Looking at the entries, how many lines hold the word "Azalea"? State the number by itself.

=== Begin Enclosure ===

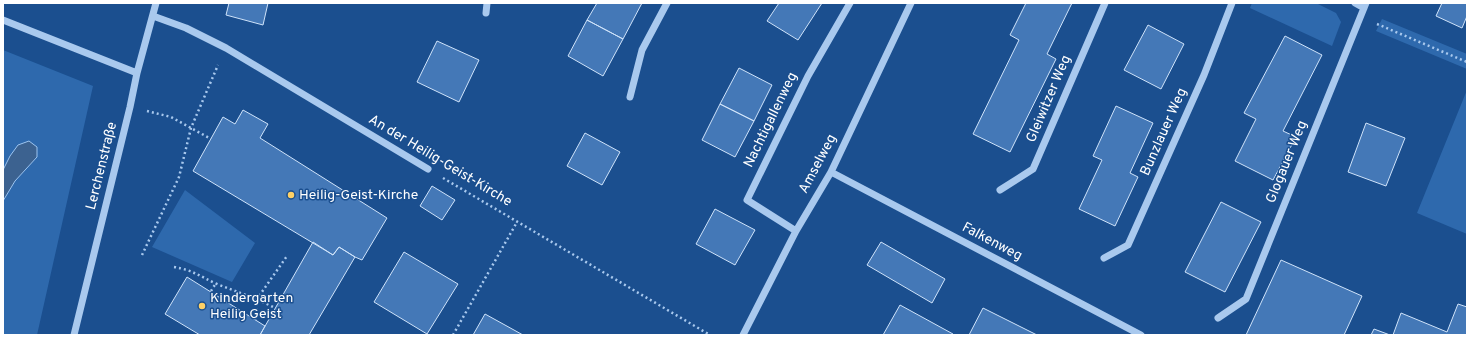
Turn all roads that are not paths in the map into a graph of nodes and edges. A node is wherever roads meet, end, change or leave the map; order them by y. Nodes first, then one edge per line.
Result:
1 (156, 3) edge
2 (487, 3) edge
3 (667, 3) edge
4 (850, 3) edge
5 (911, 3) edge
6 (1105, 3) edge
7 (1232, 3) edge
8 (1355, 3) edge
9 (1365, 5) edge
10 (486, 13) dead end
11 (153, 16) junction
12 (3, 20) edge
13 (137, 73) junction
14 (630, 97) dead end
15 (428, 169) road end
16 (831, 172) junction
17 (1000, 190) dead end
18 (796, 231) junction
19 (1104, 258) dead end
20 (1218, 318) dead end
21 (74, 335) edge
22 (744, 335) edge
23 (1141, 335) edge

1 - 11 street, Lerchenstraße
2 - 10 street
3 - 14 street
4 - 18 street, Nachtigallenweg
5 - 16 street, Amselweg
6 - 17 street, Gleiwitzer Weg
7 - 19 street, Bunzlauer Weg
8 - 9 street
9 - 20 street, Glogauer Weg
11 - 13 street, Lerchenstraße
11 - 15 street, An der Heilig-Geist-Kirche
12 - 13 street
13 - 21 street, Lerchenstraße
16 - 18 street, Amselweg
16 - 23 street, Falkenweg
18 - 22 street, Amselweg

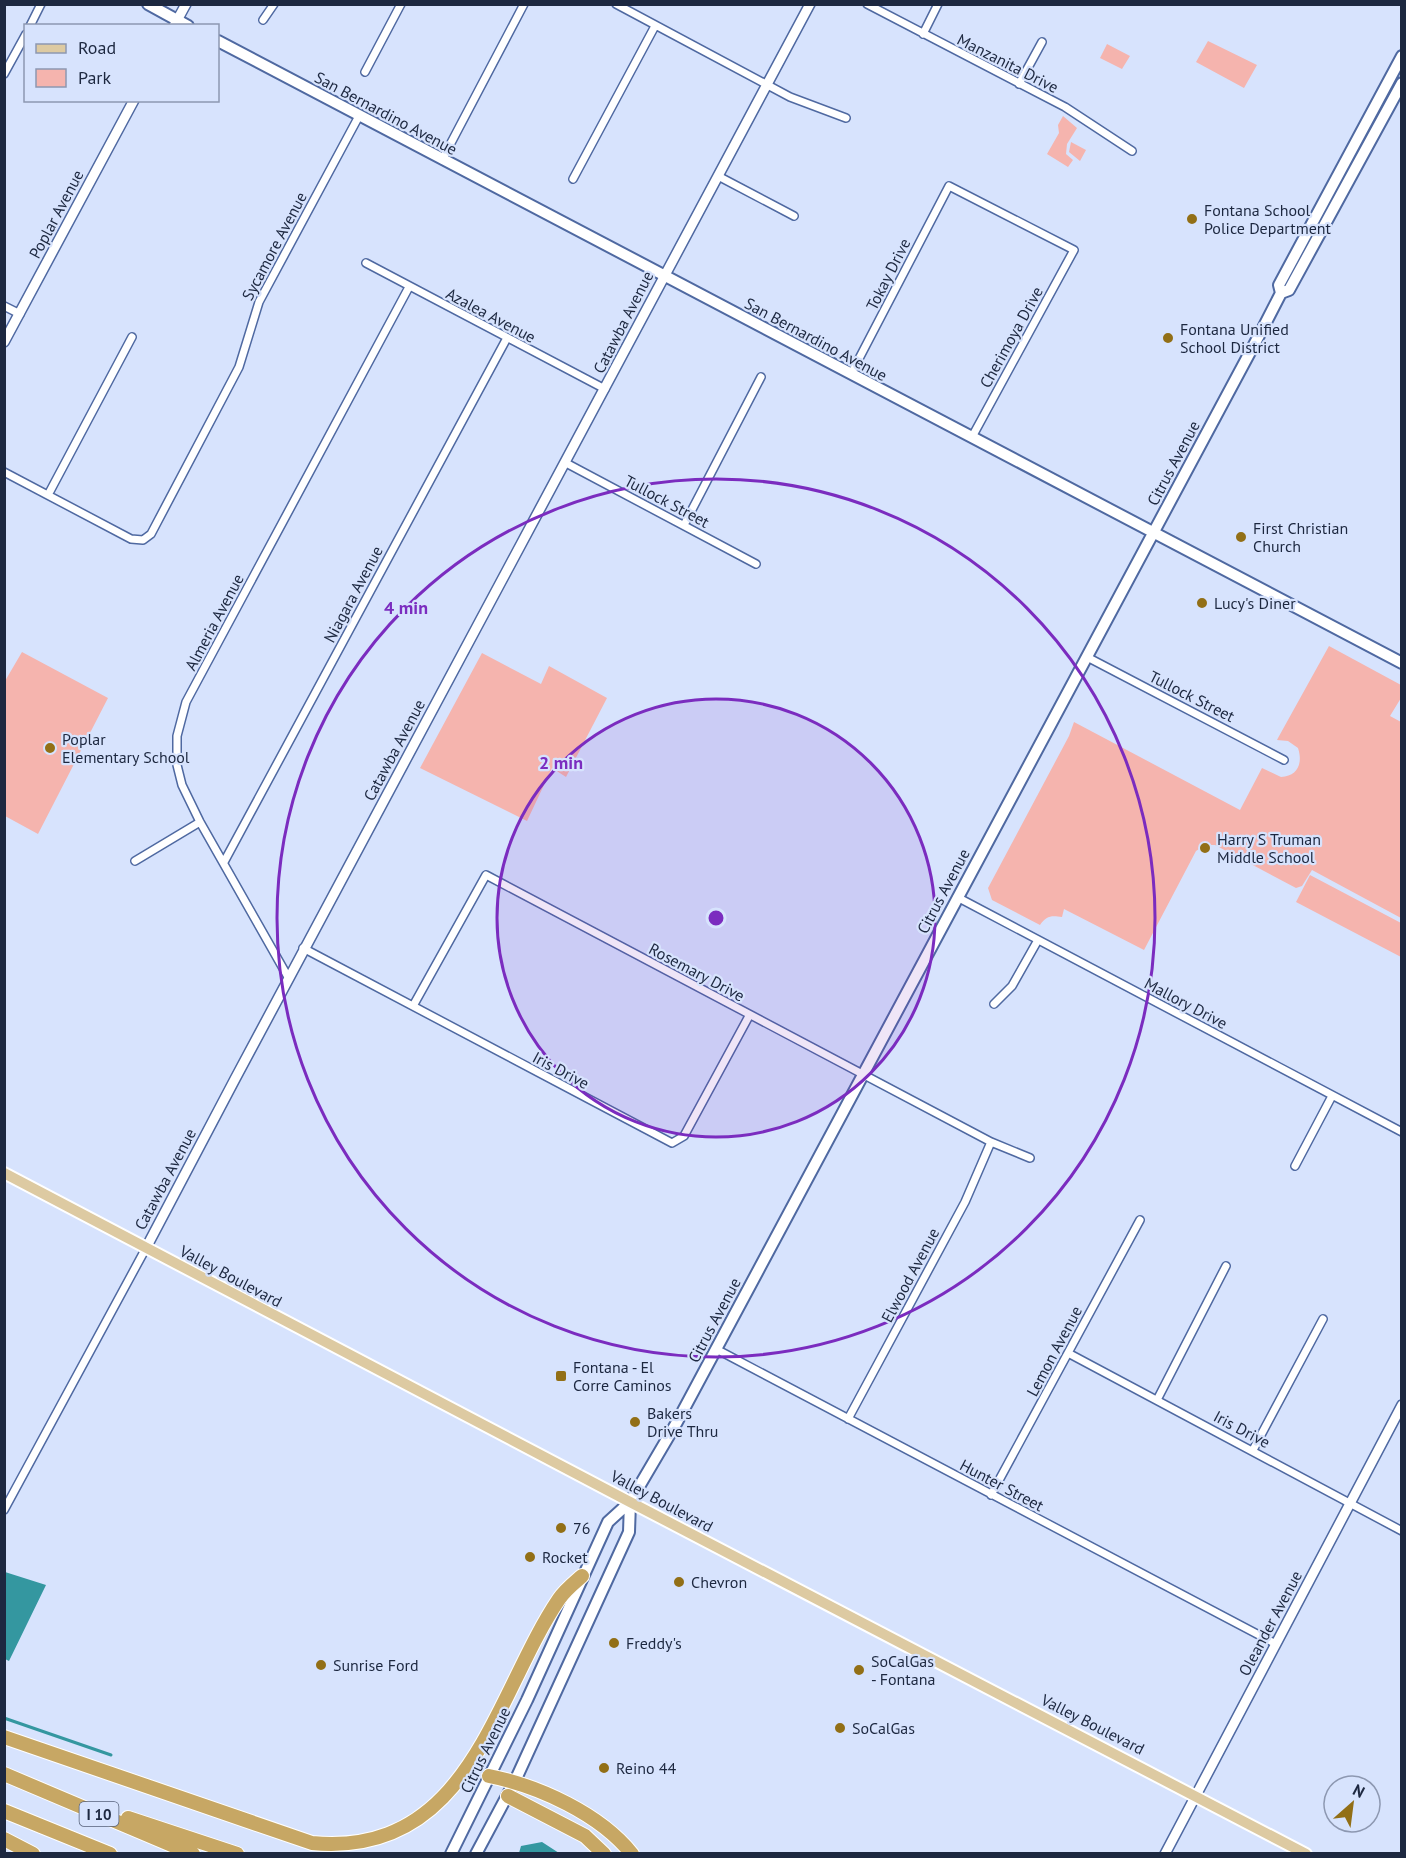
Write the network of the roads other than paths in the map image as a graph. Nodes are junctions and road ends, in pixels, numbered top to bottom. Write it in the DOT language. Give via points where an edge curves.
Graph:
graph roads {
  1 [pos="41,4"];
  2 [pos="148,4"];
  3 [pos="186,4"];
  4 [pos="274,4"];
  5 [pos="401,4"];
  6 [pos="524,4"];
  7 [pos="616,4"];
  8 [pos="810,4"];
  9 [pos="867,4"];
  10 [pos="938,4"];
  11 [pos="263,20"];
  12 [pos="176,23"];
  13 [pos="31,24"];
  14 [pos="656,26"];
  15 [pos="923,34"];
  16 [pos="24,38"];
  17 [pos="219,42"];
  18 [pos="1042,42"];
  19 [pos="1401,56"];
  20 [pos="365,72"];
  21 [pos="4,74"];
  22 [pos="1401,83"];
  23 [pos="1019,84"];
  24 [pos="767,86"];
  25 [pos="133,102"];
  26 [pos="359,116"];
  27 [pos="846,118"];
  28 [pos="1132,151"];
  29 [pos="442,159"];
  30 [pos="718,176"];
  31 [pos="573,179"];
  32 [pos="794,216"];
  33 [pos="1074,250"];
  34 [pos="366,263"];
  35 [pos="663,276"];
  36 [pos="410,287"];
  37 [pos="1281,293"];
  38 [pos="4,306"];
  39 [pos="20,314"];
  40 [pos="132,337"];
  41 [pos="507,338"];
  42 [pos="4,342"];
  43 [pos="851,374"];
  44 [pos="761,377"];
  45 [pos="605,389"];
  46 [pos="972,437"];
  47 [pos="566,463"];
  48 [pos="4,472"];
  49 [pos="48,495"];
  50 [pos="684,525"];
  51 [pos="1154,533"];
  52 [pos="756,564"];
  53 [pos="1087,657"];
  54 [pos="1401,663"];
  55 [pos="1284,760"];
  56 [pos="200,822"];
  57 [pos="135,861"];
  58 [pos="224,862"];
  59 [pos="957,897"];
  60 [pos="1038,940"];
  61 [pos="303,948"];
  62 [pos="288,977"];
  63 [pos="994,1004"];
  64 [pos="413,1006"];
  65 [pos="749,1016"];
  66 [pos="862,1074"];
  67 [pos="1332,1096"];
  68 [pos="1401,1132"];
  69 [pos="991,1142"];
  70 [pos="1030,1158"];
  71 [pos="1295,1166"];
  72 [pos="4,1173"];
  73 [pos="1140,1220"];
  74 [pos="146,1248"];
  75 [pos="1226,1266"];
  76 [pos="1323,1319"];
  77 [pos="716,1349"];
  78 [pos="1068,1353"];
  79 [pos="1157,1400"];
  80 [pos="1401,1405"];
  81 [pos="848,1419"];
  82 [pos="1253,1450"];
  83 [pos="991,1495"];
  84 [pos="630,1502"];
  85 [pos="1350,1504"];
  86 [pos="4,1510"];
  87 [pos="1401,1531"];
  88 [pos="582,1576"];
  89 [pos="1276,1644"];
  90 [pos="4,1737"];
  91 [pos="4,1774"];
  92 [pos="489,1776"];
  93 [pos="515,1781"];
  94 [pos="1196,1794"];
  95 [pos="54,1795"];
  96 [pos="508,1796"];
  97 [pos="4,1811"];
  98 [pos="4,1839"];
  99 [pos="33,1854"];
  100 [pos="110,1854"];
  101 [pos="193,1854"];
  102 [pos="237,1854"];
  103 [pos="451,1854"];
  104 [pos="476,1854"];
  105 [pos="604,1854"];
  106 [pos="632,1854"];
  107 [pos="1165,1854"];
  108 [pos="1306,1854"];
  1 -- 13 [label="street"];
  2 -- 12 [label="main road"];
  3 -- 12 [label="street"];
  4 -- 11 [label="street"];
  5 -- 20 [label="street"];
  6 -- 29 [label="street"];
  7 -- 14 [label="street"];
  8 -- 24 [label="street, Catawba Avenue"];
  9 -- 15 [label="street, Manzanita Drive"];
  10 -- 15 [label="street"];
  14 -- 24 [label="street"];
  14 -- 31 [label="street"];
  15 -- 23 [label="street, Manzanita Drive"];
  16 -- 21 [label="street"];
  17 -- 26 [label="main road, San Bernardino Avenue"];
  18 -- 23 [label="street"];
  19 -- 37 [label="main road, Citrus Avenue" via="1279,285"];
  22 -- 37 [label="main road, Citrus Avenue" via="1289,290"];
  23 -- 28 [label="street, Manzanita Drive" via="1066,108"];
  24 -- 27 [label="street"];
  24 -- 30 [label="street, Catawba Avenue"];
  25 -- 39 [label="street, Poplar Avenue"];
  26 -- 29 [label="main road, San Bernardino Avenue"];
  26 -- 49 [label="street, Sycamore Avenue" via="252,316 239,367 152,534 142,540 131,539"];
  29 -- 35 [label="main road, San Bernardino Avenue"];
  30 -- 32 [label="street"];
  30 -- 35 [label="street, Catawba Avenue"];
  33 -- 43 [label="street, Tokay Drive" via="949,186"];
  33 -- 46 [label="street, Cherimoya Drive"];
  34 -- 36 [label="street, Azalea Avenue"];
  35 -- 43 [label="main road, San Bernardino Avenue"];
  35 -- 45 [label="street, Catawba Avenue"];
  36 -- 41 [label="street, Azalea Avenue"];
  36 -- 56 [label="street, Almeria Avenue" via="182,711 177,765"];
  37 -- 51 [label="main road, Citrus Avenue"];
  38 -- 39 [label="street"];
  39 -- 42 [label="street, Poplar Avenue"];
  40 -- 49 [label="street"];
  41 -- 45 [label="street, Azalea Avenue"];
  41 -- 58 [label="street, Niagara Avenue"];
  43 -- 46 [label="main road, San Bernardino Avenue"];
  44 -- 50 [label="street"];
  45 -- 47 [label="street, Catawba Avenue"];
  46 -- 51 [label="main road, San Bernardino Avenue"];
  47 -- 50 [label="street, Tullock Street"];
  47 -- 61 [label="street, Catawba Avenue"];
  48 -- 49 [label="street"];
  50 -- 52 [label="street, Tullock Street"];
  51 -- 53 [label="main road, Citrus Avenue"];
  51 -- 54 [label="main road, San Bernardino Avenue"];
  53 -- 55 [label="street, Tullock Street"];
  53 -- 59 [label="main road, Citrus Avenue"];
  56 -- 57 [label="street"];
  56 -- 58 [label="street, Almeria Avenue"];
  58 -- 62 [label="street, Almeria Avenue"];
  59 -- 60 [label="street, Mallory Drive"];
  59 -- 66 [label="main road, Citrus Avenue"];
  60 -- 63 [label="street" via="1012,986"];
  60 -- 67 [label="street, Mallory Drive"];
  61 -- 62 [label="street, Catawba Avenue"];
  61 -- 64 [label="street, Iris Drive"];
  62 -- 74 [label="street, Catawba Avenue"];
  64 -- 65 [label="street, Iris Drive" via="672,1143 684,1136"];
  64 -- 65 [label="street, Rosemary Drive" via="486,875"];
  65 -- 66 [label="street, Rosemary Drive"];
  66 -- 69 [label="street, Rosemary Drive"];
  66 -- 77 [label="main road, Citrus Avenue"];
  67 -- 68 [label="street, Mallory Drive"];
  67 -- 71 [label="street"];
  69 -- 70 [label="street, Rosemary Drive"];
  69 -- 81 [label="street, Elwood Avenue" via="965,1202"];
  72 -- 74 [label="main road, Valley Boulevard"];
  73 -- 78 [label="street, Lemon Avenue"];
  74 -- 84 [label="main road, Valley Boulevard"];
  74 -- 86 [label="street, Catawba Avenue"];
  75 -- 79 [label="street"];
  76 -- 82 [label="street"];
  77 -- 81 [label="street, Hunter Street"];
  77 -- 84 [label="main road, Citrus Avenue"];
  78 -- 79 [label="street, Iris Drive"];
  78 -- 83 [label="street, Lemon Avenue"];
  79 -- 82 [label="street, Iris Drive"];
  80 -- 85 [label="street, Oleander Avenue"];
  81 -- 83 [label="street, Hunter Street"];
  82 -- 85 [label="street, Iris Drive"];
  83 -- 89 [label="street, Hunter Street"];
  84 -- 88 [label="main road, Citrus Avenue" via="608,1522"];
  84 -- 93 [label="main road, Citrus Avenue" via="629,1532"];
  84 -- 94 [label="main road, Valley Boulevard"];
  85 -- 87 [label="street, Iris Drive"];
  85 -- 89 [label="street, Oleander Avenue"];
  88 -- 90 [label="highway" via="560,1598 479,1755 447,1807 420,1832 383,1847 350,1850 312,1843"];
  88 -- 92 [label="main road, Citrus Avenue"];
  89 -- 94 [label="street, Oleander Avenue"];
  91 -- 95 [label="highway, I 10"];
  92 -- 93 [label="highway"];
  92 -- 103 [label="main road, Citrus Avenue"];
  93 -- 96 [label="main road, Citrus Avenue"];
  93 -- 106 [label="highway" via="605,1826"];
  94 -- 107 [label="street, Oleander Avenue"];
  94 -- 108 [label="main road, Valley Boulevard"];
  95 -- 101 [label="highway, I 10"];
  95 -- 102 [label="highway"];
  96 -- 104 [label="main road, Citrus Avenue"];
  96 -- 105 [label="highway" via="580,1833"];
  97 -- 100 [label="highway, I 10"];
  98 -- 99 [label="highway"];
}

=== End Enclosure ===

# SOLUTION BELOW:
3